Why not send the ncryptsec immediately after signup to make sure user has the copy even if flotilla goes down?

Do you store keys as ncryptsec and if server is restarted all users have to re-login and key is only decrypted if user supplies the password? This would sound better than storing all nsecs encrypted with a single server-side key, right?

So compared to storing keys locally in the browser the benefit is that a) it works across devices, b) user can't lose the key. Seems like a good alternative to localstorage nsec - in both cases user kind of trusts that app won't mess with my key after I "export" it. Anything I'm missing?

nsec.app has an "import key" flow where you redirect to nsec.app with a nostrconnect string and nsec, nsec.app imports the nsec and connects the app using the nostrconnect string, so app can receive the nip46 connect ack and switch to pure nip46, all smoothly for the user.
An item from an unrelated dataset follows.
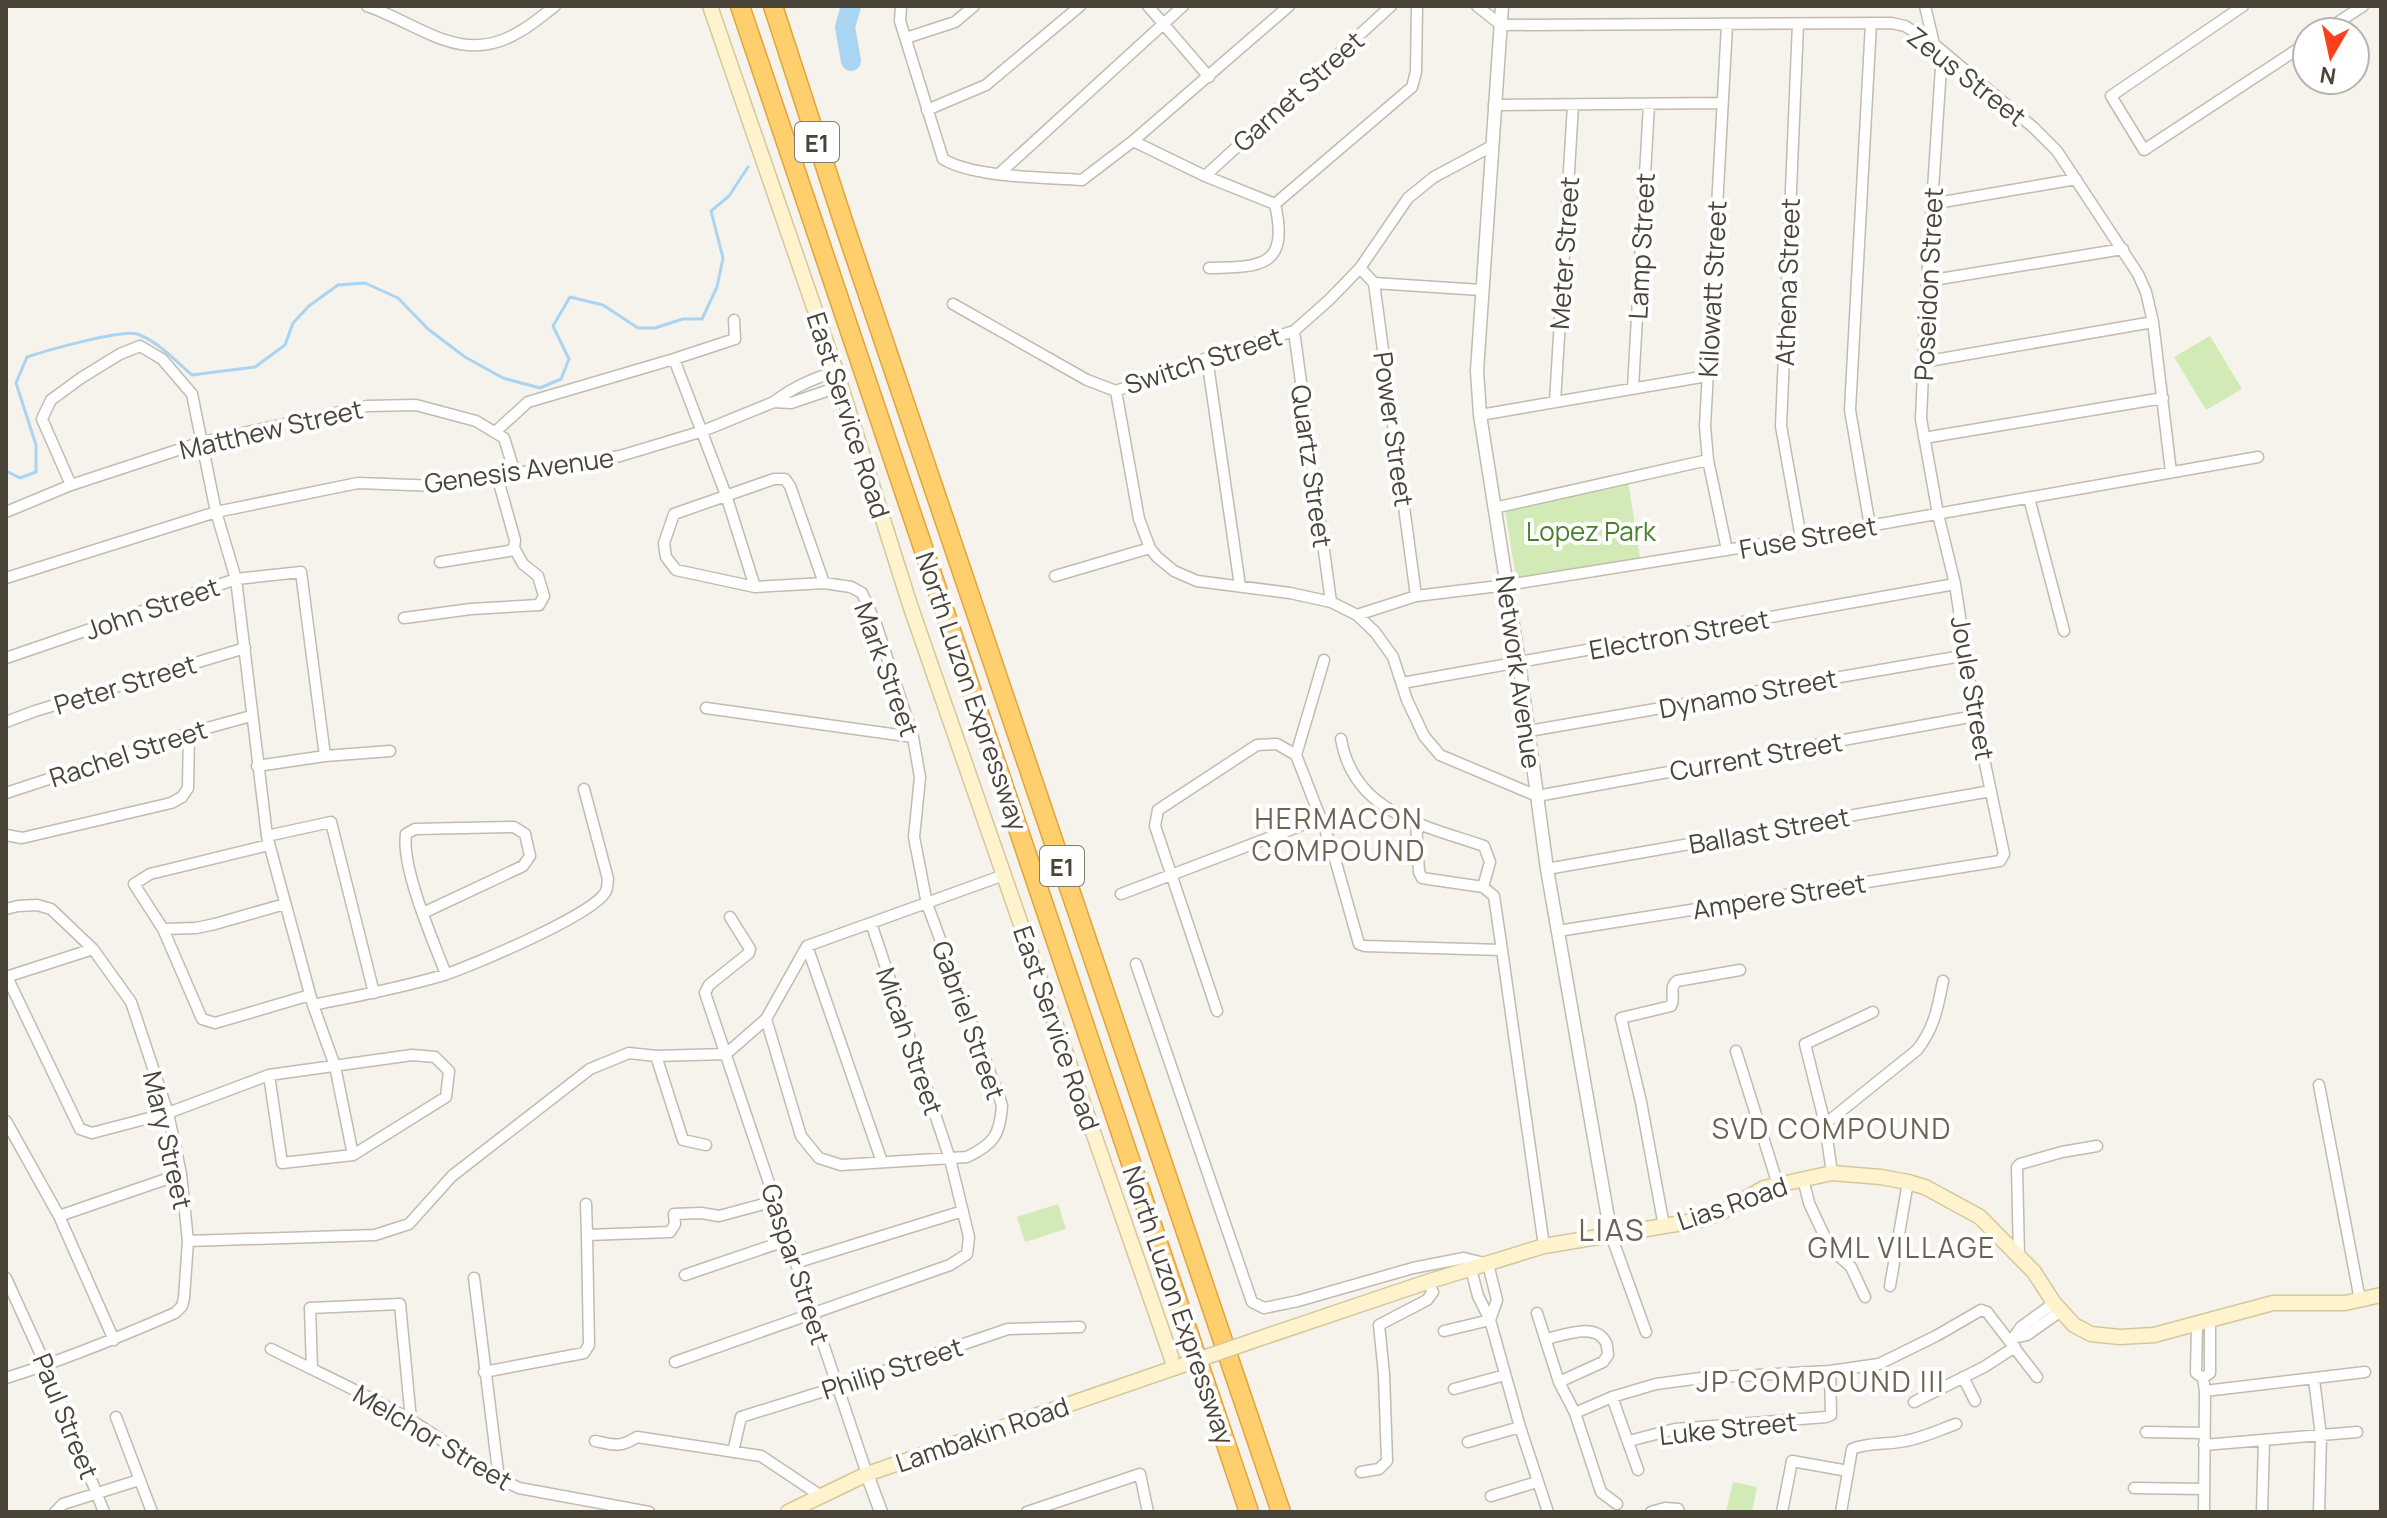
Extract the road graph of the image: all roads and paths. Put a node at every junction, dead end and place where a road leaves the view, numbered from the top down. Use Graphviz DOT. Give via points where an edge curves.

I have this implemented in nostr-login - user can create local keys and then export to nsec.app and their session is auto-switched to nip46. Would you use something like this if we standardize the flow?

We could also standardize the API of your bunker so that nostr-login could work with your bunker as a replacement for localstorage key flow.

Looks interesting overall!

Reply to this note

Please Login to reply.

Discussion

Avatar
hodlbod 1y ago

> So basically when I "log in" your client will generate local keypair and pass it's pubkey into your bunker and it will accept it if the password is right and hopefully will only give permissions that your client uses - so if local keypair leaks at least hacker won't sign kinds other than ones flotilla uses. Is that sort of correct?

The key is generated by and stored on the server, it never exists on the client. Other than the login flow, it's a normal NIP 46 nostrconnect flow. Probably a good idea to build permissions into the bunker, right now it signs anything.

> Why not send the ncryptsec immediately after signup to make sure user has the copy even if flotilla goes down?

Just UX friction, I don't want users to have to think about keys at all when they're getting started. Maybe I could do this after a week or something? Not sure.

> Do you store keys as ncryptsec and if server is restarted all users have to re-login and key is only decrypted if user supplies the password? This would sound better than storing all nsecs encrypted with a single server-side key, right?

I considered this, and might still do it. It would definitely improve security. Building a re-authorization flow would also allow me to expire bunker sessions instead of let them live in perpetuity.

> We could also standardize the API of your bunker so that nostr-login could work with your bunker as a replacement for localstorage key flow.

Good idea, do you think we should shove it into nip46 or just let it be a separate thing?

Avatar
brugeman 1y ago

> The key is generated by and stored on the server, it never exists on the client.

I said 'local keypair' in nip46 terms - the nip46-client keypair that will talk to remote-signer-pubkey. Anyway, you answered my question.

> Good idea, do you think we should shove it into nip46 or just let it be a separate thing?

Separate - the signup/login here seem only tangentially-relevant to nip46, and are HTTP endpoints (I guess?), not rpc-over-relays.